Engaging mobile crisis can stabilize, assess and support most young people without removing them from school, says Dr. Shaw, allowing schools to be a safe and healing place for students. “What we know is that all children and adolescents require a safe place to be — that’s a critical element of the guidelines,” she says.

Another vital component for youth mental health is peers, even more so than for adults. The power of peers is magnified for children and adolescents because a peer is someone who has “walked in their shoes” and because the peer is of a relatable age. “Developmentally, it’s appropriate for young people to start to shun adults,” she says. “That’s normal and that rejection can include care providers — those providing care might look a lot like parents to them.” 

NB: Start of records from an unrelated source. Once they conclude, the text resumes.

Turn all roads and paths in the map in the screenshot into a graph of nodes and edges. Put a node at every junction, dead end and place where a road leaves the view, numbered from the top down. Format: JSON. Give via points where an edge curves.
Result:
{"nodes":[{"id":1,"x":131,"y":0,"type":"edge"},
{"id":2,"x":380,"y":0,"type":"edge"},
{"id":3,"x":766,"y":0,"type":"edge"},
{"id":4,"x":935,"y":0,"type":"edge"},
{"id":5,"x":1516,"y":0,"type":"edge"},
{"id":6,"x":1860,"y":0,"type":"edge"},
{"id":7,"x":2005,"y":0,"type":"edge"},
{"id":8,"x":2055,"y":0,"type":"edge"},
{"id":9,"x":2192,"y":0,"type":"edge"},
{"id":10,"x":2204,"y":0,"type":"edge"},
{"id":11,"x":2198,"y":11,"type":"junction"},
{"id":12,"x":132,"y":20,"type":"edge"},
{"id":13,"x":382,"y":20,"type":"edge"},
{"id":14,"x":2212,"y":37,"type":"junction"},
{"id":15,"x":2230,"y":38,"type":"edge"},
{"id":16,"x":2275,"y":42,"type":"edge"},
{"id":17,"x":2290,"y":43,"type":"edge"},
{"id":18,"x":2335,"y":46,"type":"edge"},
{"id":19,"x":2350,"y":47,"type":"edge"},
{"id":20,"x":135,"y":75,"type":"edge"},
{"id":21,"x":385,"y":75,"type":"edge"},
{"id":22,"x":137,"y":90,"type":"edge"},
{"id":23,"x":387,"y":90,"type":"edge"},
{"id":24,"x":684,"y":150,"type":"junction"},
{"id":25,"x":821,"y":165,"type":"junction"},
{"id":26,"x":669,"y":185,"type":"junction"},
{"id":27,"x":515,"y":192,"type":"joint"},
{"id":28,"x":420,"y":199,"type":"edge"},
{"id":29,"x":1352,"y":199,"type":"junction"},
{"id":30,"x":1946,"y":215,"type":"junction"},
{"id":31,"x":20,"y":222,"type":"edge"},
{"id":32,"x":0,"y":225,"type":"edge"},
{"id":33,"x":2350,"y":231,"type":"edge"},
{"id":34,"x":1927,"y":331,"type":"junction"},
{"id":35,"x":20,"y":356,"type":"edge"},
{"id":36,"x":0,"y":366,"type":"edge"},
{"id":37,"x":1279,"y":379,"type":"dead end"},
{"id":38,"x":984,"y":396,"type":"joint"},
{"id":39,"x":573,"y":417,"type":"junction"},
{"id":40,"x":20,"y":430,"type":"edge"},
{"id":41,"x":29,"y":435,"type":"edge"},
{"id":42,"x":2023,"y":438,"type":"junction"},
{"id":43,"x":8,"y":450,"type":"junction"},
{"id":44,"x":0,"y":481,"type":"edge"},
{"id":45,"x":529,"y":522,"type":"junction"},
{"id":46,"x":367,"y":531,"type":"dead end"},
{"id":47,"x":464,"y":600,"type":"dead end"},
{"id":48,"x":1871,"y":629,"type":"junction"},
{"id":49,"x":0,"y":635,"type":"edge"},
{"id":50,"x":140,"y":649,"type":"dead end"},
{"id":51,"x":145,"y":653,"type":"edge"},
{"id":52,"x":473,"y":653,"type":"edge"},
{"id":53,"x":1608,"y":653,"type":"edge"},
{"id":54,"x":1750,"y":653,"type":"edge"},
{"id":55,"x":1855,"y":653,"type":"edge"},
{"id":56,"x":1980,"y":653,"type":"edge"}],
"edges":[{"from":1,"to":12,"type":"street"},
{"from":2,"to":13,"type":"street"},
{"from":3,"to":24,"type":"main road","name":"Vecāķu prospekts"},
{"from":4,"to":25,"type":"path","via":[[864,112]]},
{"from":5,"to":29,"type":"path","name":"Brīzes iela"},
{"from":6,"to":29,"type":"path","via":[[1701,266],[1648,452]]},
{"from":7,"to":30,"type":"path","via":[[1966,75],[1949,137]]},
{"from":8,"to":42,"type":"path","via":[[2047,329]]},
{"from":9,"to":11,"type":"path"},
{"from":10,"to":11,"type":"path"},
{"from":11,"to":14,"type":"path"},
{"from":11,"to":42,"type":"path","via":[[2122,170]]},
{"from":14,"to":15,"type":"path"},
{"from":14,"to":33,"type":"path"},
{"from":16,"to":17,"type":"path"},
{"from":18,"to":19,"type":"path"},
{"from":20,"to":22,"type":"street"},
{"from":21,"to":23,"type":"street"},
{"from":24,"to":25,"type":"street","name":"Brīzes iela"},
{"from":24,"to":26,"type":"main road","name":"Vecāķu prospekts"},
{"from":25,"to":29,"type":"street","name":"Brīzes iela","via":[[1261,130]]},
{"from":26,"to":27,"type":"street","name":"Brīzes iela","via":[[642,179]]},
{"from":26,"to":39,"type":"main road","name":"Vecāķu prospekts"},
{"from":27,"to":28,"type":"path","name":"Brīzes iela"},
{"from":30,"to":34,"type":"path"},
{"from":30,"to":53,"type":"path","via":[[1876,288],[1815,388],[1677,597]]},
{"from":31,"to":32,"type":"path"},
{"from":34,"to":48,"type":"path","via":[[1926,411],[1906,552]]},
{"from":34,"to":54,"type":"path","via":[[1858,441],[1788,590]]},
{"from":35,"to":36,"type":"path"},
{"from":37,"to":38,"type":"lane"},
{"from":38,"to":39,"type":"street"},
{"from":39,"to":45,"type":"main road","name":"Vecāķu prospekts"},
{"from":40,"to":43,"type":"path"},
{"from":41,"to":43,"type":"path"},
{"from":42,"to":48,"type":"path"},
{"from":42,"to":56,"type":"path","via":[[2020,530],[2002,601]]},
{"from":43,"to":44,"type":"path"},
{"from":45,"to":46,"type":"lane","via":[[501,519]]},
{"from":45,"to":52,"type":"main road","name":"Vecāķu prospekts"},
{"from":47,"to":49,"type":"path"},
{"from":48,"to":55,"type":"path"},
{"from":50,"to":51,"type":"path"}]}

As the medical director of the Behavioral Health Division of the Prince George’s County Health Department in Maryland, Dr. Shaw helped develop and implement a special transitional-age youth mobile crisis response with a SAMHSA Children’s Mental Health Initiative grant. The two-person teams comprised a clinician and a relatable age peer (often in their early 20s). As the program developed, it quickly became apparent that outcomes were best when the clinician took a step back and allowed the peer to take the lead. “After the youth bonded and connected with the peer, they were more open to the clinician’s questions,” she says.

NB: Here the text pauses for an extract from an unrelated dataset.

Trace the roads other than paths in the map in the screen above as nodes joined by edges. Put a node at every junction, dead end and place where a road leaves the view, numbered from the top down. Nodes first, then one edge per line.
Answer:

Dr. Shaw believes youth peers should be woven throughout crisis stabilization programs and in advisory board positions that allow them to advocate for young people. For example, the Youth Homelessness Demonstration Project in Prince George’s County, an initiative to support the needs of youth experiencing homelessness, successfully lobbied for legislation lowering the age of consent for mental health treatment in Maryland. Today, minors in the state can consent to mental health treatment at 12.

The experience empowered youth who participated in the advocacy, aligning well with trauma-informed principles. It also was developmentally appropriate. “Young people are finding their way in the world, figuring out who they want to be,” says Dr. Shaw. “They want to have an authentic voice and make a difference.” 

Participating as a youth peer can also positively affect a person’s growth and development. Years ago, when Dr. Shaw and her team worked on promotional mental health videos, a youth peer said, “I am hope personified.” “That still resonates with me,” she says. “Having a peer help them navigate the waters of life is so important for many young people.”